= Ecbasis captivi =

The Ecbasis captivi (full title: Ecbasis cuiusdam captivi per tropologiam, "The escape of a certain captive, interpreted figuratively") is an anonymous Latin beast fable that probably dates to the middle of the 11th century, and was likely written in the Vosges region of France. It is the oldest example of a European beast fable to survive, and the first medieval European example of anthropomorphic animals. The poem is written in hexameters with Leonine internal rhyme frequently used throughout the poem. The text survives in two manuscripts, both of which now are at the Royal Library of Belgium.

==Synopsis==
The plot of the poem revolves around a fable within a fable. A calf has been caught by a wolf on Easter. The wolf has a dream, warning him not to eat the calf. Meanwhile, the other animals come to the wolf's cave.

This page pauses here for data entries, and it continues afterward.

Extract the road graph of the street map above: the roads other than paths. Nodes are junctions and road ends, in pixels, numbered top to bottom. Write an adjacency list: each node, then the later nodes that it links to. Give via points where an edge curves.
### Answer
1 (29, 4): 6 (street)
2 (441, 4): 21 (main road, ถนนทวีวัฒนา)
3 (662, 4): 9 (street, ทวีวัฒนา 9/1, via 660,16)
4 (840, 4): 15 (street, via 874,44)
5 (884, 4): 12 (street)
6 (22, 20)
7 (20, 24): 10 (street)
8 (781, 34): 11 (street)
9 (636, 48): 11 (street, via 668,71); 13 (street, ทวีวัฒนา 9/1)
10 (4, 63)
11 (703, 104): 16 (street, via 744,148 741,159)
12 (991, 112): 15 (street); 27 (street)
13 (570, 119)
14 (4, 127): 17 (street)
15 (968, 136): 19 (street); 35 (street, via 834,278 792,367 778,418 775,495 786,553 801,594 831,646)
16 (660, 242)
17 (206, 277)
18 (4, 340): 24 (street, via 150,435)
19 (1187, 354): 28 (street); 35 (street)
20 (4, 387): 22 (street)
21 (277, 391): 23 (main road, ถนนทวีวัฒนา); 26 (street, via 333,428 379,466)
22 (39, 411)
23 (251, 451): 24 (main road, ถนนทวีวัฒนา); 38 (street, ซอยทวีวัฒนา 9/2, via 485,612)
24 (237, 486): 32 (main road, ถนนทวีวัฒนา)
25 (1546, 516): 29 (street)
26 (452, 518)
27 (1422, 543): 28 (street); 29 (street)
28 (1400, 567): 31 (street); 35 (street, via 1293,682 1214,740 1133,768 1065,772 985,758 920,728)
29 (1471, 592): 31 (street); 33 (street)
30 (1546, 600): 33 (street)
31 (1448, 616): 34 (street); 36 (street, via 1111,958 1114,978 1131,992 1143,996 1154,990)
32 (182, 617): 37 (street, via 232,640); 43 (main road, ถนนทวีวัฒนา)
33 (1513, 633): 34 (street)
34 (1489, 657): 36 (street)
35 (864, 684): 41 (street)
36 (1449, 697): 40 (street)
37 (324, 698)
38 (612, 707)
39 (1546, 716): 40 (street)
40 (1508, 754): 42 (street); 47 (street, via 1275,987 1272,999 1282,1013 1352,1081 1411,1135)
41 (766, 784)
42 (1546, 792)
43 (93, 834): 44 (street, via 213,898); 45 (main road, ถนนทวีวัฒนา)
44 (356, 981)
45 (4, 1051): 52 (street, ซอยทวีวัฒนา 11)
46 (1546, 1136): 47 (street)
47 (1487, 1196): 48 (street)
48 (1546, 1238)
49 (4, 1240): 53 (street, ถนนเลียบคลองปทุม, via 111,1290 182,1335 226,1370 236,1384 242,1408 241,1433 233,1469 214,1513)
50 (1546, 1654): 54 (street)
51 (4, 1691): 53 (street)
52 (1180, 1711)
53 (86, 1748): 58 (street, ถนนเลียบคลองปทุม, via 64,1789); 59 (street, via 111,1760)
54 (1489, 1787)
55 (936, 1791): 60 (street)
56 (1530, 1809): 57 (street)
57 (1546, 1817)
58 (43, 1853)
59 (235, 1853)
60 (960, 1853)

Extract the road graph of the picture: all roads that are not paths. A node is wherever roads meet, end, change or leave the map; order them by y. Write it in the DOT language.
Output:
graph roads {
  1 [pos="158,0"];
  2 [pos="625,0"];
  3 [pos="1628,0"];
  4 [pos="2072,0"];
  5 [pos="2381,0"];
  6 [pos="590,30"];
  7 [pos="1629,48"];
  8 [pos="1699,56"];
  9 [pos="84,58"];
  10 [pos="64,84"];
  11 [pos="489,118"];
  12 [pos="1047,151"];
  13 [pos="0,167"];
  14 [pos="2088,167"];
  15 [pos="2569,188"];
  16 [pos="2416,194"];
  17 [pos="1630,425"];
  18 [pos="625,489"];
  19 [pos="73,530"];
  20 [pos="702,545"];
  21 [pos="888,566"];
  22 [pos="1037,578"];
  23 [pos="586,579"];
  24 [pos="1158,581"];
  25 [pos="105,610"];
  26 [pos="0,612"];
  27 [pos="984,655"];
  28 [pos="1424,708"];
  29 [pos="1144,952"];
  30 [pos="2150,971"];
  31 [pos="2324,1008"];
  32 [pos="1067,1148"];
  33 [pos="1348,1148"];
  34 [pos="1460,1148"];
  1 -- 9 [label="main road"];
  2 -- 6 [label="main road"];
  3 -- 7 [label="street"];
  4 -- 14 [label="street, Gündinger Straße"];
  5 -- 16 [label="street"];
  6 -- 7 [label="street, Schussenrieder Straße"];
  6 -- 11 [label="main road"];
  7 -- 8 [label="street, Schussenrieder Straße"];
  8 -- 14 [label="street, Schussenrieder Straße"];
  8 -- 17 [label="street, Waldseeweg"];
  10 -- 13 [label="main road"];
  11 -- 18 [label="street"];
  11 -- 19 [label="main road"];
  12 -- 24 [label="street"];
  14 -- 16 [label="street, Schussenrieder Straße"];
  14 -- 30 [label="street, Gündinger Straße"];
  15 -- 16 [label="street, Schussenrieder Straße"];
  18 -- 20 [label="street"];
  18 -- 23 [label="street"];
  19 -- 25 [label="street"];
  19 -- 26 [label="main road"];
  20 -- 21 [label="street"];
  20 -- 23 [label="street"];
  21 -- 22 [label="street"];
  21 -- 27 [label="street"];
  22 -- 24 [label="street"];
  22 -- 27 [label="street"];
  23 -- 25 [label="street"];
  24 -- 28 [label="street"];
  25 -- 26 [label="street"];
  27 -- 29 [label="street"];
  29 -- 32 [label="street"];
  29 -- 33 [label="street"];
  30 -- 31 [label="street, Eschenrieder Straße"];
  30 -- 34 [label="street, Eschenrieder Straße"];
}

The inner fable is told, which explains why the wolf and fox are enemies. The lion, king of beasts, was sick. All the animals suggest cures for the lion except for the fox. The wolf suggests that the fox should be hanged for his failure to appear and offer a cure. A panther warns the fox to present himself and make a defense; the fox appears and explains that he was on a pilgrimage. He offers his cure: flay the wolf and let the lion use his skin as a blanket. This was done, and the cure worked. The lion recovers; courtiers sing songs comparing the lion's suffering to the passion of Jesus Christ, and the fox supplants the wolf as regent.

Then, the wolf shows himself to the assembled crowd of animals, which allows the calf to escape. The wolf is gored by the steer, and the fox writes him an epitaph.

==Interpretations==
Adolf Ebert has written that the poem is unique, not only because it is the first new beast fable to appear in the European Middle Ages, but also because it unites the classical tradition of anthropomorphic fables such as Aesop with the allegorizing Christian bestiary tradition exemplified in the Physiologus and similar popular works. The story of the cure of the lion has parallels in Aesop. On the one hand, the wolf of the story is a representation of Satan; on the other hand is apparently meant to represent the monks, who were often depicted as notoriously greedy in period literature.